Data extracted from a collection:
=== Section Start ===
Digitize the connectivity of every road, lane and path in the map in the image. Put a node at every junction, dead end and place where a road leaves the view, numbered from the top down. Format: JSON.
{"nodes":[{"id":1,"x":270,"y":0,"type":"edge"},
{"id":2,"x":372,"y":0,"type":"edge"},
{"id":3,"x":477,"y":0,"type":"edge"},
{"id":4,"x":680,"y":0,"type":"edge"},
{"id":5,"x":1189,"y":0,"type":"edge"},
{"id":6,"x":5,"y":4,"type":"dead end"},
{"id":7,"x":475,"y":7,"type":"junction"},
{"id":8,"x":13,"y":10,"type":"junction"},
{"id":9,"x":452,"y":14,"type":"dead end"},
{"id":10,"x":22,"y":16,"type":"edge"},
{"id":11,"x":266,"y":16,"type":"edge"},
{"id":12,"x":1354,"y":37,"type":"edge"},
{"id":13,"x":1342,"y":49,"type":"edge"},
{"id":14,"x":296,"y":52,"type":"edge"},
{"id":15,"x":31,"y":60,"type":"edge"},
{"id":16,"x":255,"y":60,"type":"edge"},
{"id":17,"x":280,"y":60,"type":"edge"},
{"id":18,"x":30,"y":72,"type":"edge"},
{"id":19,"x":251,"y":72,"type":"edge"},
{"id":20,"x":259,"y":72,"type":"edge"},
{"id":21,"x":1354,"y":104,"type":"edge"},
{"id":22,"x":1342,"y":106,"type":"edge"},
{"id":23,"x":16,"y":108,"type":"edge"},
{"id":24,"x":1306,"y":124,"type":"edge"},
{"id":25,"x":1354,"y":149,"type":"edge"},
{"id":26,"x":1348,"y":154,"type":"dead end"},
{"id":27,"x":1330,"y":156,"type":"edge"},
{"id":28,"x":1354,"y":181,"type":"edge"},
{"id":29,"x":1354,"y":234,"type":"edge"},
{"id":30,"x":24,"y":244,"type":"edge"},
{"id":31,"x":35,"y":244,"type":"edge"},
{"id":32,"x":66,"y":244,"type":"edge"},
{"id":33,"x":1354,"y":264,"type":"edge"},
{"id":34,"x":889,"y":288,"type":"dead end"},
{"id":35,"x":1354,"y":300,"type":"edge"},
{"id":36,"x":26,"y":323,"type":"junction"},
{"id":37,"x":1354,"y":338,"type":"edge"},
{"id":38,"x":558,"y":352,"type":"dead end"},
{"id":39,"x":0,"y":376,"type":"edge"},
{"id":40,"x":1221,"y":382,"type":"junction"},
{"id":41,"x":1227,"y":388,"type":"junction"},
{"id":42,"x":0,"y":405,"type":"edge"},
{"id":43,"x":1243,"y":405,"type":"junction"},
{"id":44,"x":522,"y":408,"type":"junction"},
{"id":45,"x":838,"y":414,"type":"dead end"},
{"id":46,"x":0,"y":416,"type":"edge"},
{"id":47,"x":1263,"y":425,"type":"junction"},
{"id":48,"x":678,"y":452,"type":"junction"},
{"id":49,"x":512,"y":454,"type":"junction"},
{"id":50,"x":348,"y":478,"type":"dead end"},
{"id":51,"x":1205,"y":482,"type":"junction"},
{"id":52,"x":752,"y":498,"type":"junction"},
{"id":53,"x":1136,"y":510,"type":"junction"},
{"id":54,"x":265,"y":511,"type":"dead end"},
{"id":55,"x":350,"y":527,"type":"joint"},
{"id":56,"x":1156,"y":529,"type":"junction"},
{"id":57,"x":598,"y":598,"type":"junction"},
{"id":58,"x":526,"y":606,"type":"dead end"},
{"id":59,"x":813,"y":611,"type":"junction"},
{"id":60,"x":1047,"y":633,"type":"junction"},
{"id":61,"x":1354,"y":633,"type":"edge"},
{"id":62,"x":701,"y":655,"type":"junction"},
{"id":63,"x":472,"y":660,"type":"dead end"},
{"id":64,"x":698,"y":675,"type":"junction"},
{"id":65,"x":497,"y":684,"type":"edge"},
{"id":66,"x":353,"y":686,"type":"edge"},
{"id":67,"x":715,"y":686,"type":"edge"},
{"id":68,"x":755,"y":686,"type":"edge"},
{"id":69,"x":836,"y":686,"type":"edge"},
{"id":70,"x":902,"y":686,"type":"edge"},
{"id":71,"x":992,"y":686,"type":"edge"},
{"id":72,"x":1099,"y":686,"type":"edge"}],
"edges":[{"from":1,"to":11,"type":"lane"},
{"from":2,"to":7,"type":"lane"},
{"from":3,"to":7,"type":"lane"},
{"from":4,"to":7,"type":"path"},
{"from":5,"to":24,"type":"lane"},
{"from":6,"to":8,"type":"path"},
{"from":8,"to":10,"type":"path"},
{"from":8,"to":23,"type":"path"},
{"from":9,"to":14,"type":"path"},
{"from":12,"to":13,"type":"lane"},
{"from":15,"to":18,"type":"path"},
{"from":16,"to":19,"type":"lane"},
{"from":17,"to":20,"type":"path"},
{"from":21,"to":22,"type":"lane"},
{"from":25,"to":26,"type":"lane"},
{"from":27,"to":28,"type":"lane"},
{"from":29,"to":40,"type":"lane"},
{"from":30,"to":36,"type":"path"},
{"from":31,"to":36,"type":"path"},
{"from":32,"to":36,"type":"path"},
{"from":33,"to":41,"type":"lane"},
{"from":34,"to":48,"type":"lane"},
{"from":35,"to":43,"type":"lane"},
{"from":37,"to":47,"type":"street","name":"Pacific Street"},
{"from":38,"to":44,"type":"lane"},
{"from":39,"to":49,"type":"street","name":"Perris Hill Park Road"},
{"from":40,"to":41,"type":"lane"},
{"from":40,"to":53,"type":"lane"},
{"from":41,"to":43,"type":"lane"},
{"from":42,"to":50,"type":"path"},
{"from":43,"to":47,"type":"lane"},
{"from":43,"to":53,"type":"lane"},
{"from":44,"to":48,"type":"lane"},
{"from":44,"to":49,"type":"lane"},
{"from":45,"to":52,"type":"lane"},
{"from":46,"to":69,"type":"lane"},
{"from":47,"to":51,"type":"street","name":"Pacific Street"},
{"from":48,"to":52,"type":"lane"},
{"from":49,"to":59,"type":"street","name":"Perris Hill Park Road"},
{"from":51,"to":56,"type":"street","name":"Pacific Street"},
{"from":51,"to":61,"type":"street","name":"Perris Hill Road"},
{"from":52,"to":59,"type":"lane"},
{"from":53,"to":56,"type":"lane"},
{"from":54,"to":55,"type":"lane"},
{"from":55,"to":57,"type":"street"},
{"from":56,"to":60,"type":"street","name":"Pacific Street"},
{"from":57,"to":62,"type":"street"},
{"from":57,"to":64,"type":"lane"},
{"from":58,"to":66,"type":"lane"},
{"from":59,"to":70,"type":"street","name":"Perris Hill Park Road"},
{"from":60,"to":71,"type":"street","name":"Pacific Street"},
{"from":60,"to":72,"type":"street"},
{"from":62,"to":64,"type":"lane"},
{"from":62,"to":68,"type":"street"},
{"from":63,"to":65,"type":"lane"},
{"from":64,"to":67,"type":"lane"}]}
=== Section End ===
▶ **WORK ITEM**
Across all the entries, count the lines that contain the string "Park", and give that number without anything else.

▶ **SOLVED EXERCISE**
3